The exploited protocol, called Secure Shell (SSH), is commonly used to facilitate remote system access and can be implemented robustly. But many IoT manufacturers either don’t incorporate it or are oblivious to the best practices for SSH when setting up default configurations on their devices. As makers scramble to bring their products to market, these oversights sow widespread insecurity in the foundation of the Internet of Things.
The Akamai researchers found that hackers have been able to establish unauthorized SSH connections, called “tunnels,” with IoT devices to then route malicious traffic as part of command and control infrastructure.

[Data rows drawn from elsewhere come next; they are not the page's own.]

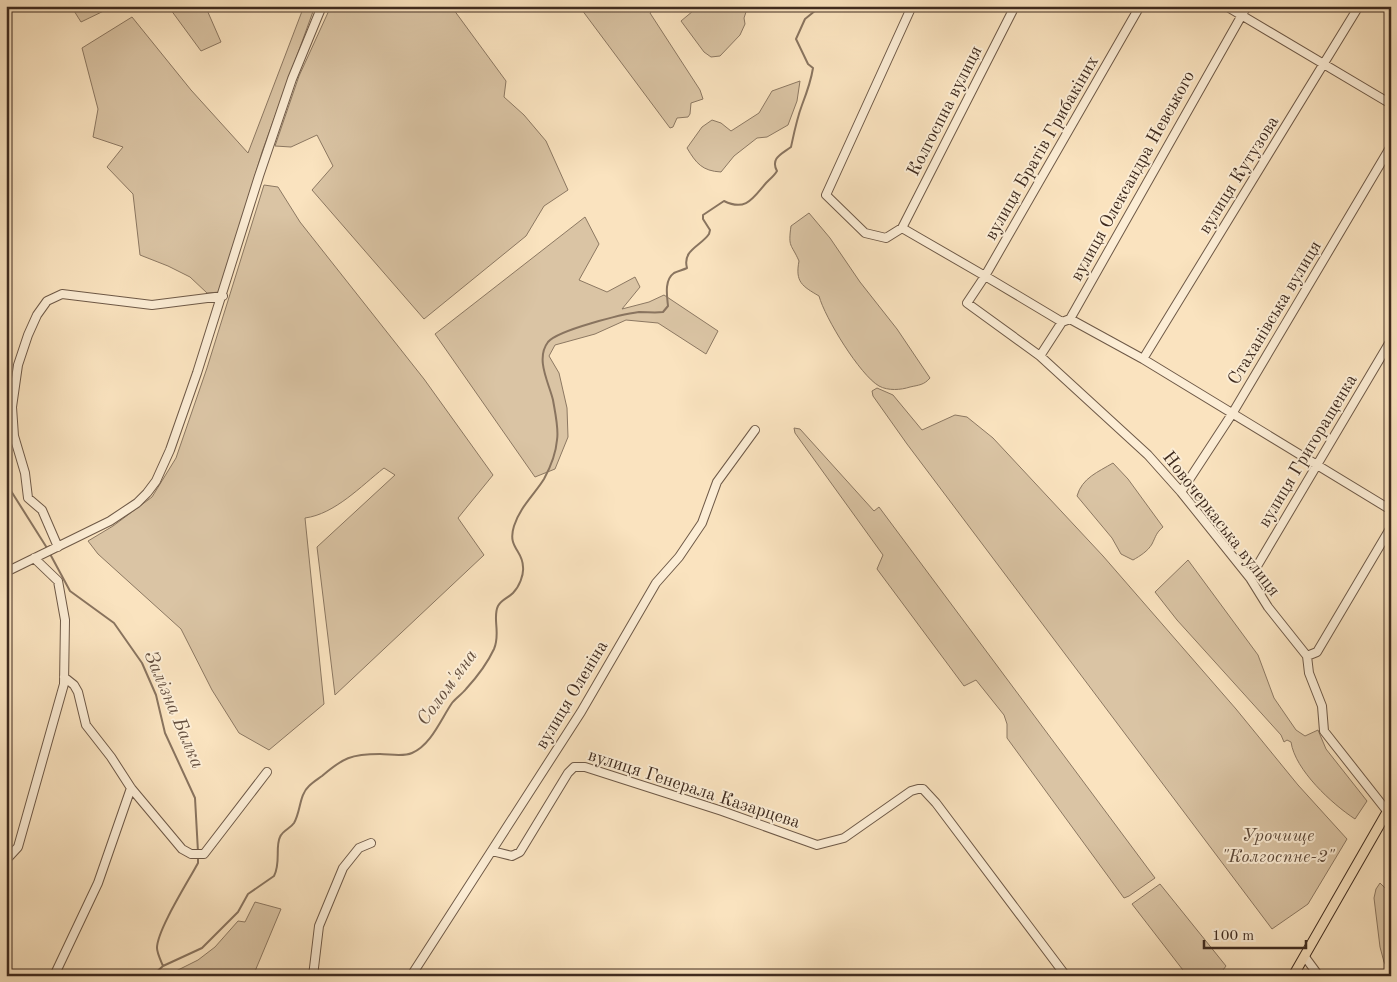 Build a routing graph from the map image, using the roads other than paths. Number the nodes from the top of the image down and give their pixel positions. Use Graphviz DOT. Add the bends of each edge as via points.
graph roads {
  1 [pos="322,6"];
  2 [pos="912,6"];
  3 [pos="1016,6"];
  4 [pos="1140,6"];
  5 [pos="1226,6"];
  6 [pos="1247,6"];
  7 [pos="1359,6"];
  8 [pos="1241,16"];
  9 [pos="1324,66"];
  10 [pos="1391,104"];
  11 [pos="1391,146"];
  12 [pos="902,228"];
  13 [pos="986,276"];
  14 [pos="223,296"];
  15 [pos="967,303"];
  16 [pos="1066,320"];
  17 [pos="1391,340"];
  18 [pos="1040,356"];
  19 [pos="1143,360"];
  20 [pos="1232,414"];
  21 [pos="755,430"];
  22 [pos="1318,466"];
  23 [pos="1181,492"];
  24 [pos="1391,510"];
  25 [pos="1391,526"];
  26 [pos="55,548"];
  27 [pos="35,557"];
  28 [pos="6,572"];
  29 [pos="1250,578"];
  30 [pos="1307,656"];
  31 [pos="64,676"];
  32 [pos="268,772"];
  33 [pos="131,788"];
  34 [pos="1389,808"];
  35 [pos="371,843"];
  36 [pos="492,851"];
  37 [pos="6,860"];
  38 [pos="1305,957"];
  39 [pos="54,976"];
  40 [pos="313,976"];
  41 [pos="411,976"];
  42 [pos="1066,976"];
  43 [pos="1293,976"];
  44 [pos="1319,976"];
  1 -- 14 [label="street" via="292,79"];
  2 -- 12 [label="street" via="826,195 865,233 886,238"];
  3 -- 12 [label="street, Колгоспна вулиця"];
  4 -- 13 [label="street, вулиця Братів Грибакіних"];
  5 -- 8 [label="street"];
  6 -- 8 [label="street, вулиця Олександра Невського"];
  7 -- 9 [label="street, вулиця Кутузова"];
  8 -- 9 [label="street"];
  8 -- 16 [label="street, вулиця Олександра Невського"];
  9 -- 10 [label="street"];
  9 -- 19 [label="street, вулиця Кутузова"];
  11 -- 20 [label="street, Стаханівська вулиця"];
  12 -- 13 [label="street"];
  13 -- 15 [label="street, вулиця Братів Грибакіних"];
  13 -- 16 [label="street"];
  14 -- 26 [label="street" via="170,450 156,481 124,512"];
  14 -- 26 [label="street" via="152,305 62,294 47,301 37,314 18,365 12,407 14,436 25,473 28,498 42,510"];
  15 -- 18 [label="street, Новочеркаська вулиця"];
  16 -- 18 [label="street, вулиця Олександра Невського"];
  16 -- 19 [label="street"];
  17 -- 22 [label="street, вулиця Григоращенка"];
  18 -- 23 [label="street, Новочеркаська вулиця" via="1148,455"];
  19 -- 20 [label="street"];
  20 -- 22 [label="street"];
  20 -- 23 [label="street, Стаханівська вулиця"];
  21 -- 36 [label="street, вулиця Оленіна" via="718,482 702,523 656,583 581,712"];
  22 -- 24 [label="street"];
  22 -- 29 [label="street, вулиця Григоращенка"];
  23 -- 29 [label="street, Новочеркаська вулиця"];
  25 -- 30 [label="street" via="1317,652"];
  26 -- 27 [label="street"];
  27 -- 28 [label="street"];
  27 -- 31 [label="street" via="58,581 65,620"];
  29 -- 30 [label="street, Новочеркаська вулиця" via="1268,607"];
  30 -- 34 [label="street, Новочеркаська вулиця" via="1309,673 1322,706 1324,731"];
  31 -- 33 [label="street" via="78,692 86,725"];
  31 -- 37 [label="street" via="18,847"];
  32 -- 33 [label="street" via="203,854 193,855 182,849"];
  33 -- 39 [label="street" via="98,883"];
  34 -- 38 [label="main road"];
  35 -- 40 [label="street" via="359,848 343,868 319,926"];
  36 -- 41 [label="street, вулиця Оленіна"];
  36 -- 42 [label="street, вулиця Генерала Казарцева" via="512,856 520,852 574,767 585,767 817,845 844,838 911,791 923,789"];
  38 -- 43 [label="main road"];
  38 -- 44 [label="street"];
} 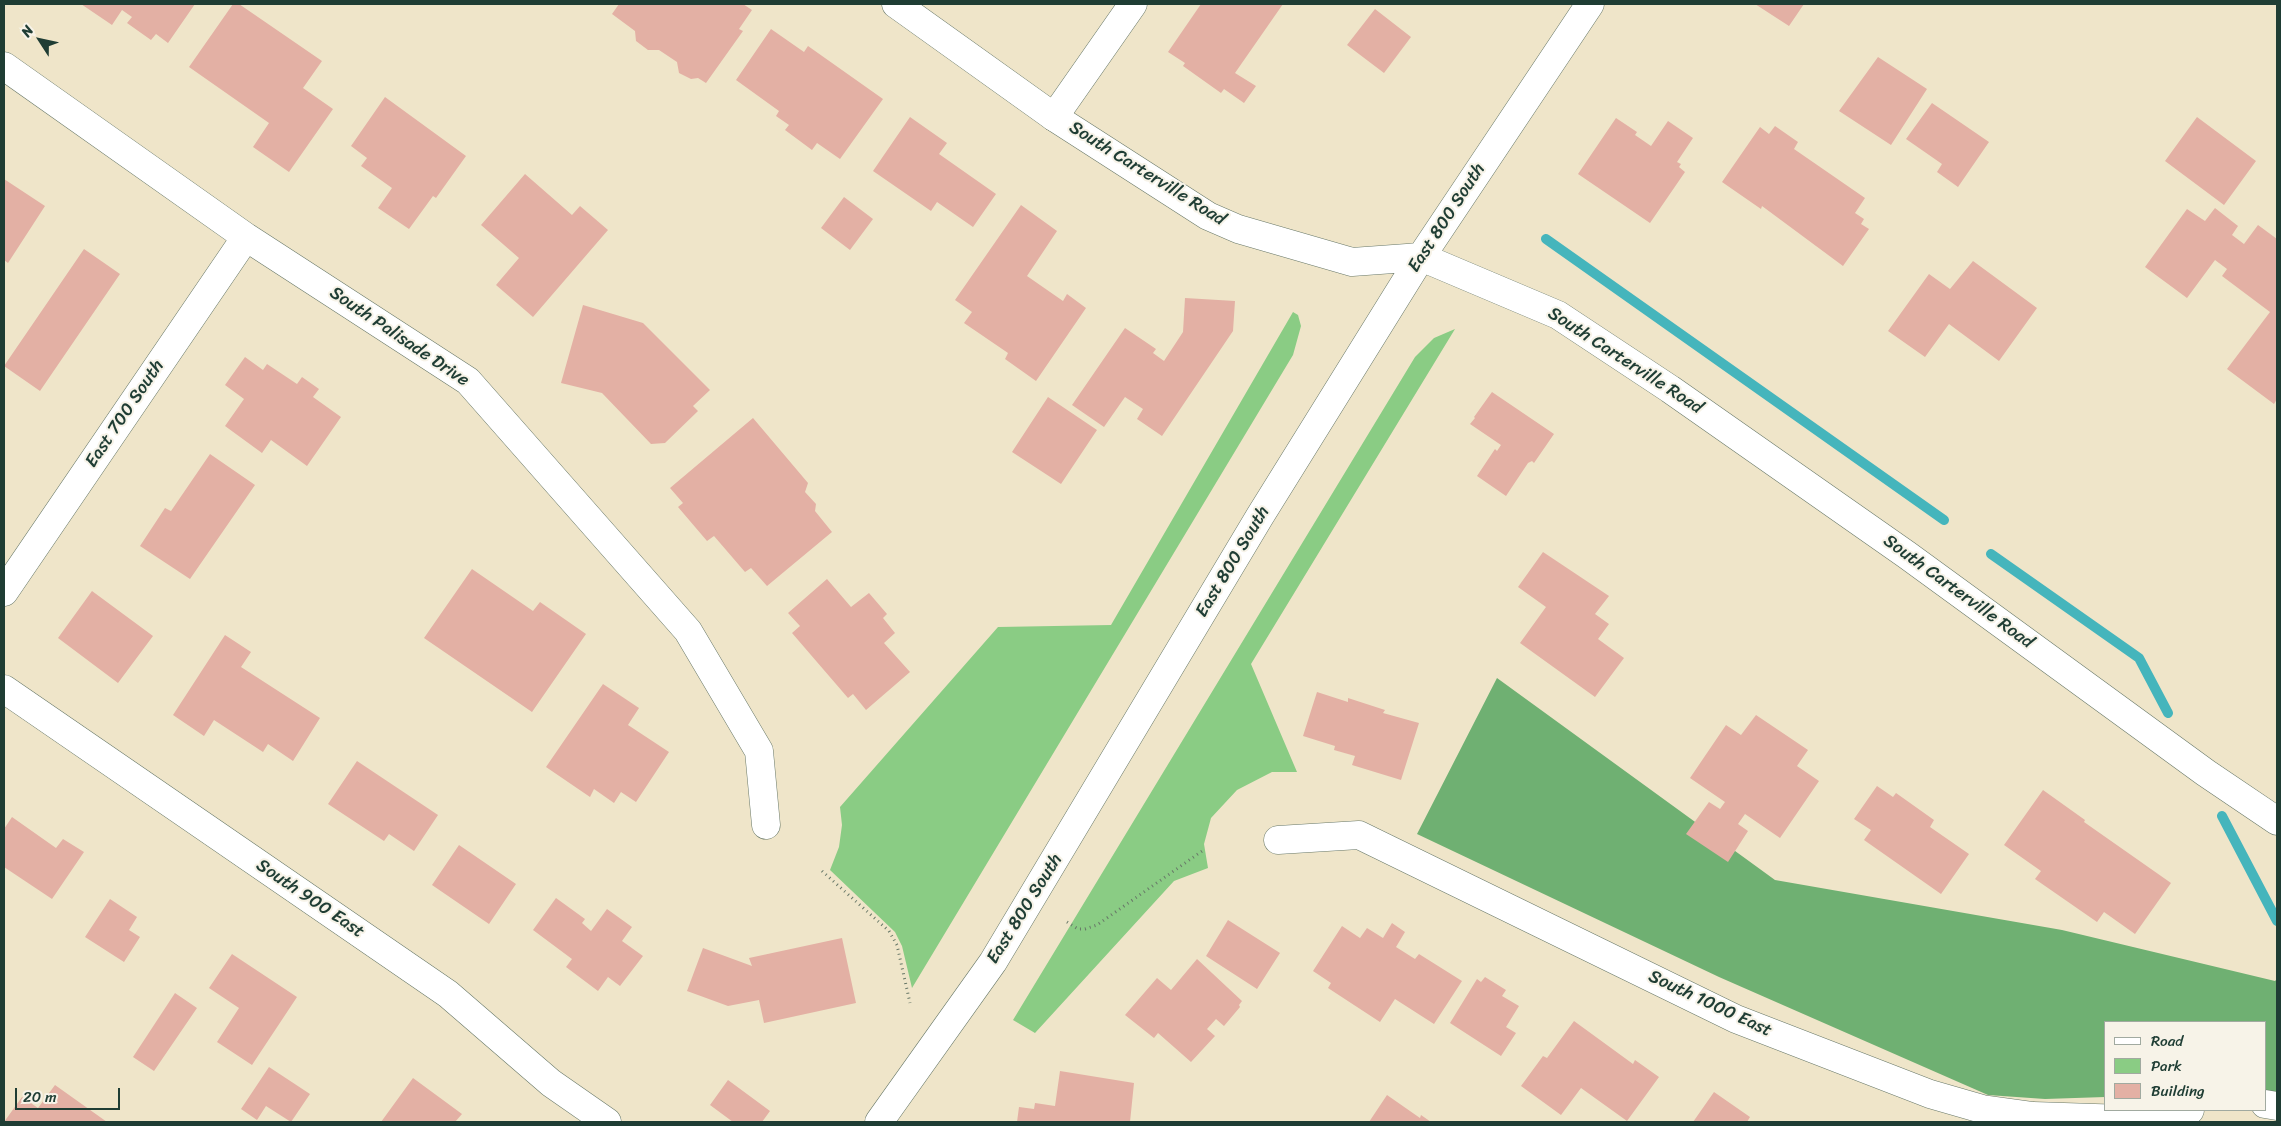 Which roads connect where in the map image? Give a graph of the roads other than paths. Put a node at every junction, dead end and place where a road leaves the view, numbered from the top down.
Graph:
1 (896, 4) edge
2 (1133, 4) edge
3 (1590, 4) edge
4 (4, 66) edge
5 (1054, 117) junction
6 (246, 237) junction
7 (1421, 257) junction
8 (4, 592) edge
9 (4, 689) edge
10 (2277, 821) edge
11 (766, 826) dead end
12 (1278, 840) dead end
13 (2187, 1111) edge
14 (607, 1122) edge
15 (879, 1122) edge
16 (2156, 1122) edge

1 - 5 street, South Carterville Road
2 - 5 street
3 - 7 street, East 800 South
4 - 6 street, South Palisade Drive
5 - 7 street, South Carterville Road
6 - 8 street, East 700 South
6 - 11 street, South Palisade Drive
7 - 10 street, South Carterville Road
7 - 15 street, East 800 South
9 - 14 street, South 900 East
12 - 16 street, South 1000 East
13 - 16 street, South 1000 East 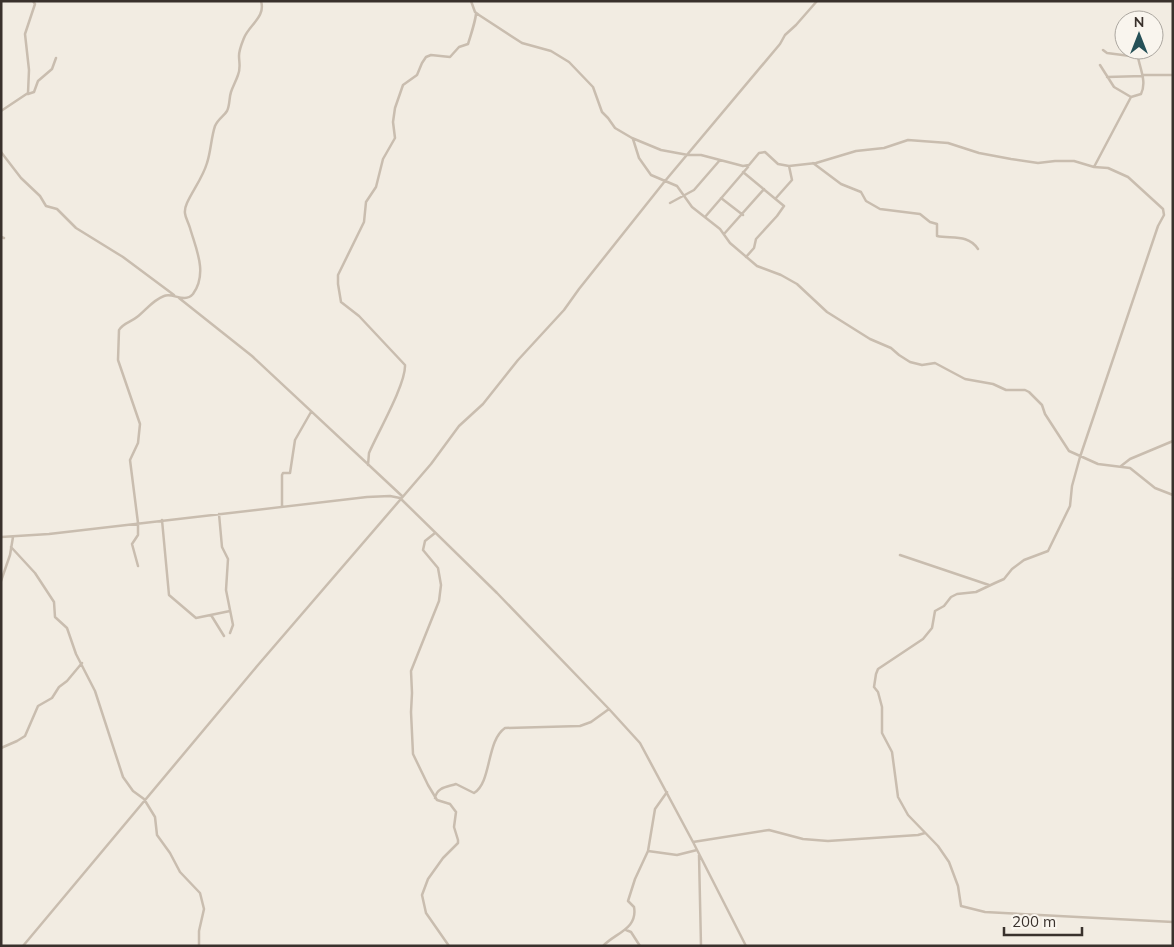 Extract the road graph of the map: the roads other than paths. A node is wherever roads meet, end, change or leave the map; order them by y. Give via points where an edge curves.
1 (33, 1) edge
2 (261, 1) edge
3 (471, 1) edge
4 (816, 1) edge
5 (476, 13) junction
6 (1103, 50) dead end
7 (56, 58) dead end
8 (1100, 65) dead end
9 (1173, 75) edge
10 (1144, 77) junction
11 (1107, 78) junction
12 (28, 94) junction
13 (1131, 97) junction
14 (1, 111) edge
15 (632, 138) junction
16 (1, 152) edge
17 (688, 155) junction
18 (720, 160) junction
19 (813, 163) junction
20 (749, 164) junction
21 (789, 166) junction
22 (1094, 167) junction
23 (743, 172) junction
24 (665, 181) junction
25 (764, 189) junction
26 (684, 196) junction
27 (721, 198) junction
28 (776, 198) junction
29 (670, 203) dead end
30 (743, 215) junction
31 (706, 217) junction
32 (724, 234) junction
33 (978, 249) dead end
34 (746, 257) junction
35 (178, 298) junction
36 (311, 410) junction
37 (1173, 440) edge
38 (1080, 458) junction
39 (368, 465) junction
40 (1120, 467) junction
41 (1173, 495) edge
42 (401, 497) junction
43 (282, 507) junction
44 (219, 514) junction
45 (162, 520) junction
46 (138, 523) junction
47 (435, 532) junction
48 (1, 537) edge
49 (13, 537) junction
50 (11, 547) junction
51 (900, 555) dead end
52 (138, 566) dead end
53 (1, 582) edge
54 (990, 586) junction
55 (230, 611) junction
56 (211, 615) junction
57 (230, 633) dead end
58 (224, 636) dead end
59 (82, 663) junction
60 (609, 708) junction
61 (1, 748) edge
62 (667, 792) junction
63 (435, 798) junction
64 (145, 801) junction
65 (924, 833) junction
66 (693, 842) junction
67 (697, 850) junction
68 (648, 852) junction
69 (699, 854) junction
70 (1173, 922) edge
71 (631, 924) junction
72 (626, 930) junction
73 (631, 932) junction
74 (23, 946) edge
75 (199, 946) edge
76 (449, 946) edge
77 (603, 946) edge
78 (640, 946) edge
79 (701, 946) edge
80 (746, 946) edge

1 - 12 street via 35,4 25,34
2 - 35 street via 262,9 239,55 239,73 227,111 216,125 208,161 185,209 184,217 196,247 201,272 193,294
3 - 5 street
4 - 17 street
5 - 15 street via 522,43 551,51 569,62 593,88 602,112 615,128
5 - 39 street via 468,44 450,56 426,57 417,75 403,85 395,108 395,138 383,159 376,186 366,202 364,222 338,275 341,302 359,316 405,365 400,386 369,454
6 - 10 street via 1138,57
7 - 12 street via 52,68 38,80 34,92
8 - 11 street
9 - 10 street
10 - 11 street
10 - 13 street via 1142,93
11 - 13 street via 1116,89
12 - 14 street
13 - 22 street
15 - 17 street via 661,150
15 - 24 street via 649,173
16 - 35 street via 46,206 57,209 76,228 123,257
17 - 18 street
17 - 24 street
18 - 20 street via 740,166
18 - 26 street via 694,190
19 - 21 street
19 - 22 street via 913,140 948,143 979,153 1035,162 1074,161
19 - 33 street via 842,184 861,192 866,201 877,207 920,214 937,224 937,236 966,239
20 - 21 street via 763,152 778,164
20 - 23 street
21 - 28 street via 792,180
22 - 38 street via 1108,168 1128,177 1165,212
23 - 25 street
23 - 27 street
24 - 26 street via 677,186
24 - 42 street via 564,310 483,404 459,426
25 - 28 street
25 - 30 street
26 - 29 street
26 - 31 street
27 - 30 street
27 - 31 street
28 - 34 street via 784,205 783,209 756,238
30 - 32 street
31 - 32 street
32 - 34 street
34 - 38 street via 756,266 797,284 827,312 910,362 935,364 965,379 1006,390 1029,392 1042,405 1066,448
35 - 36 street via 252,356
35 - 46 street via 163,296 138,317 121,326 118,334 119,366 140,424 138,443 130,460
36 - 39 street
36 - 43 street via 295,440 290,472 282,475
37 - 40 street via 1130,459
38 - 40 street
38 - 54 street via 1070,506 1050,549 1029,557
39 - 42 street
40 - 41 street via 1133,469 1155,488
42 - 43 street via 380,496
42 - 47 street
42 - 64 street
43 - 44 street
44 - 45 street
44 - 55 street via 222,548 228,559 226,586
45 - 46 street
45 - 56 street via 168,595 195,618
46 - 49 street
46 - 52 street via 138,534 132,544
47 - 60 street
47 - 63 street via 425,541 423,550 440,571 440,595 411,671 410,709 413,754
48 - 49 street
49 - 50 street
50 - 53 street
50 - 59 street via 37,576 54,602 54,617 67,628
51 - 54 street
54 - 65 street via 951,597 934,612 932,628 923,639 881,666 876,674 874,687 882,707 882,733 892,752 898,797
55 - 56 street
55 - 57 street via 233,625
56 - 58 street
59 - 61 street via 52,698 38,706 25,736
59 - 64 street via 98,698 121,773 133,791
60 - 62 street via 640,743
60 - 63 street via 580,726 503,729 478,791 474,793 456,784 441,788
62 - 66 street
62 - 68 street via 654,813
63 - 76 street via 450,804 456,812 454,827 458,841 428,879 422,900 428,916
64 - 74 street
64 - 75 street via 156,819 158,838 180,872 200,893 204,909
65 - 66 street via 835,841 803,839 769,830
65 - 70 street via 949,862 957,880 962,907 989,912
66 - 67 street
67 - 68 street via 677,855
67 - 69 street
68 - 71 street via 629,896 628,901 635,910
69 - 79 street
69 - 80 street
71 - 72 street
71 - 73 street
72 - 73 street
72 - 77 street
73 - 78 street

Akamai observed this strategy being used for attacks like credential stuffing, in which attackers set up an automated system for trying to get into customer accounts on a site using credential pairs leaked in previous data breaches.
Akamai has recommended manufacturers to build in prompts for customers to change default administrator credentials, disabling SSH on devices unless it’s specifically needed, and creating ways for devices to easily receive configuration updates. For customers, the company advises changing factory default usernames and passwords when possible, disabling SSH traffic on home networks, and creating firewall restrictions on inbound and outbound SSH access if applicable. One major concern remains that unlike having their Facebook account hacked, the average person will likely never realize that their IoT devices have been compromised in this way, even if it happens to them.
Even if it’s a disturbing awakening, IoT devices now number in the tens of billions, and it’s time to protect them.